Records for this task =
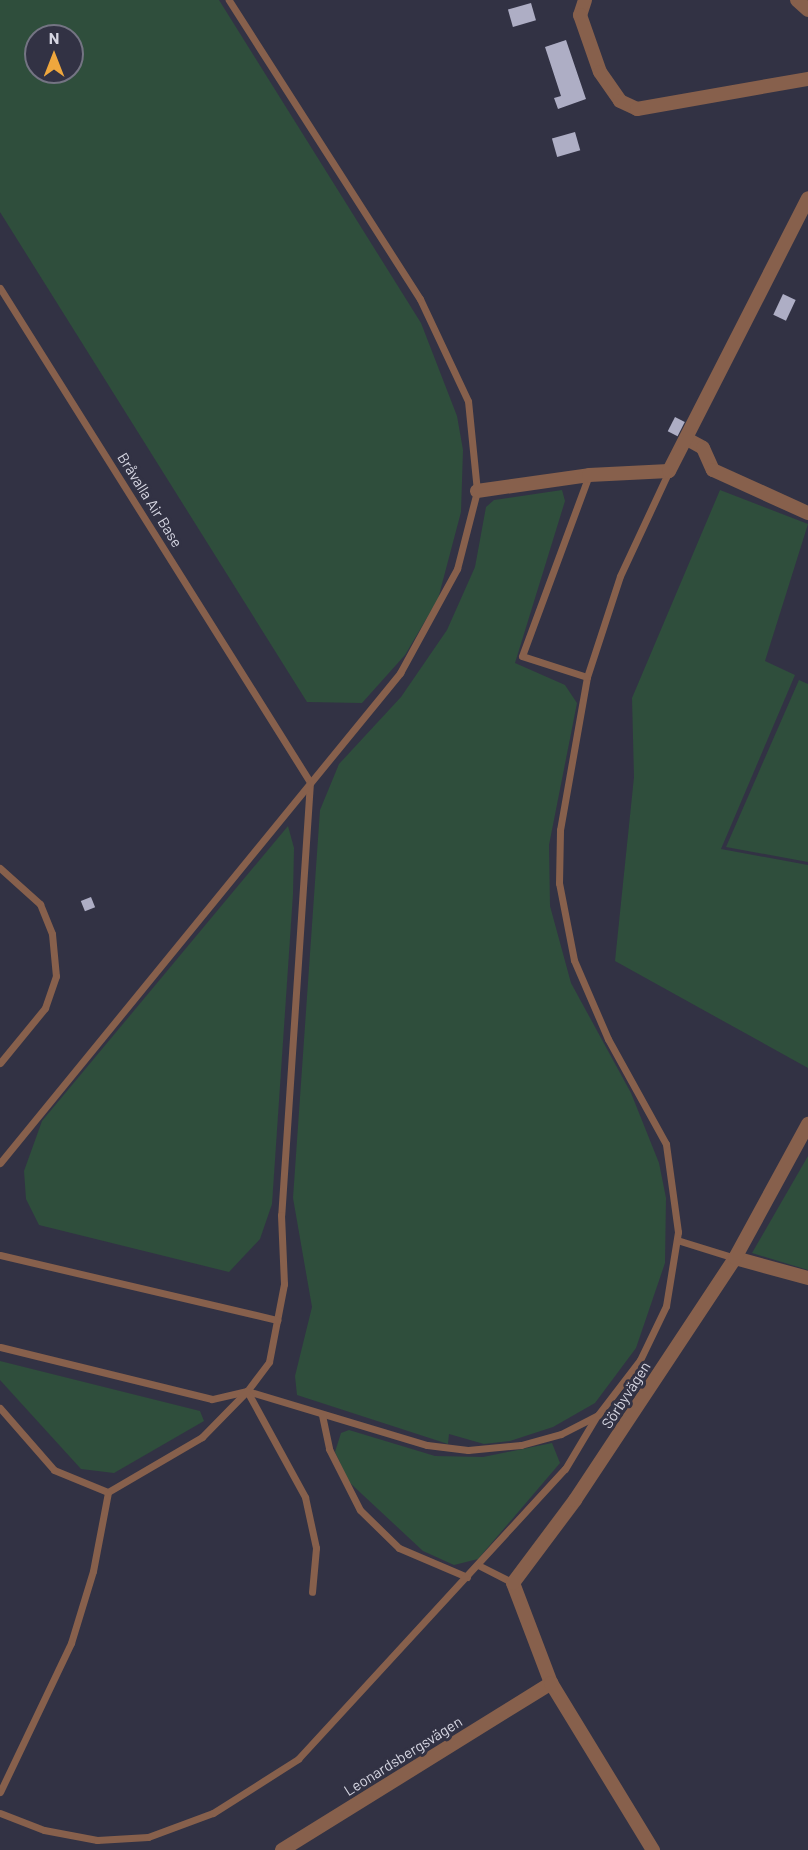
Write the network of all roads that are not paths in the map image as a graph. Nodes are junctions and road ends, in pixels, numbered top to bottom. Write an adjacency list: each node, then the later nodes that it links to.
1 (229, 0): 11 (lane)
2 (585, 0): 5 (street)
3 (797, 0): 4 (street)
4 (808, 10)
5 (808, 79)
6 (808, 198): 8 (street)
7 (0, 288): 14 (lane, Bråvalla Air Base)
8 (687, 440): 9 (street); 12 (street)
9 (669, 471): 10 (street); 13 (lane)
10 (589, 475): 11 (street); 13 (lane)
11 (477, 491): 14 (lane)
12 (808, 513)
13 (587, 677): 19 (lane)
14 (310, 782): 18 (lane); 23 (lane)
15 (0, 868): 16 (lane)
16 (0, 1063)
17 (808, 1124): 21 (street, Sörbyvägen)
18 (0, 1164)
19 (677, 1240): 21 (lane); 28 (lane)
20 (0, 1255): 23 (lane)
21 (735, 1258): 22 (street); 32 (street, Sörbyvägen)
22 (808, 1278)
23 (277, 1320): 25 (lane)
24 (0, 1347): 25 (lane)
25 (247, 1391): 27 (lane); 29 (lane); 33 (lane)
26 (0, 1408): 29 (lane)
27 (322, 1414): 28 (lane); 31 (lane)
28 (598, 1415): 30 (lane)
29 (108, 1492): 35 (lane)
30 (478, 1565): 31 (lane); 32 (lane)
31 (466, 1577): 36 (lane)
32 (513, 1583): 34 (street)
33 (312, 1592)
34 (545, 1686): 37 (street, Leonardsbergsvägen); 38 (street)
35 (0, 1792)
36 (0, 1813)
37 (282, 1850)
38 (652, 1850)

Assignment =
Reproduce the data above verbatim, minus any images.

Expected answer =
Write the network of all roads that are not paths in the map image as a graph. Nodes are junctions and road ends, in pixels, numbered top to bottom. Write an adjacency list: each node, then the later nodes that it links to.
1 (229, 0): 11 (lane)
2 (585, 0): 5 (street)
3 (797, 0): 4 (street)
4 (808, 10)
5 (808, 79)
6 (808, 198): 8 (street)
7 (0, 288): 14 (lane, Bråvalla Air Base)
8 (687, 440): 9 (street); 12 (street)
9 (669, 471): 10 (street); 13 (lane)
10 (589, 475): 11 (street); 13 (lane)
11 (477, 491): 14 (lane)
12 (808, 513)
13 (587, 677): 19 (lane)
14 (310, 782): 18 (lane); 23 (lane)
15 (0, 868): 16 (lane)
16 (0, 1063)
17 (808, 1124): 21 (street, Sörbyvägen)
18 (0, 1164)
19 (677, 1240): 21 (lane); 28 (lane)
20 (0, 1255): 23 (lane)
21 (735, 1258): 22 (street); 32 (street, Sörbyvägen)
22 (808, 1278)
23 (277, 1320): 25 (lane)
24 (0, 1347): 25 (lane)
25 (247, 1391): 27 (lane); 29 (lane); 33 (lane)
26 (0, 1408): 29 (lane)
27 (322, 1414): 28 (lane); 31 (lane)
28 (598, 1415): 30 (lane)
29 (108, 1492): 35 (lane)
30 (478, 1565): 31 (lane); 32 (lane)
31 (466, 1577): 36 (lane)
32 (513, 1583): 34 (street)
33 (312, 1592)
34 (545, 1686): 37 (street, Leonardsbergsvägen); 38 (street)
35 (0, 1792)
36 (0, 1813)
37 (282, 1850)
38 (652, 1850)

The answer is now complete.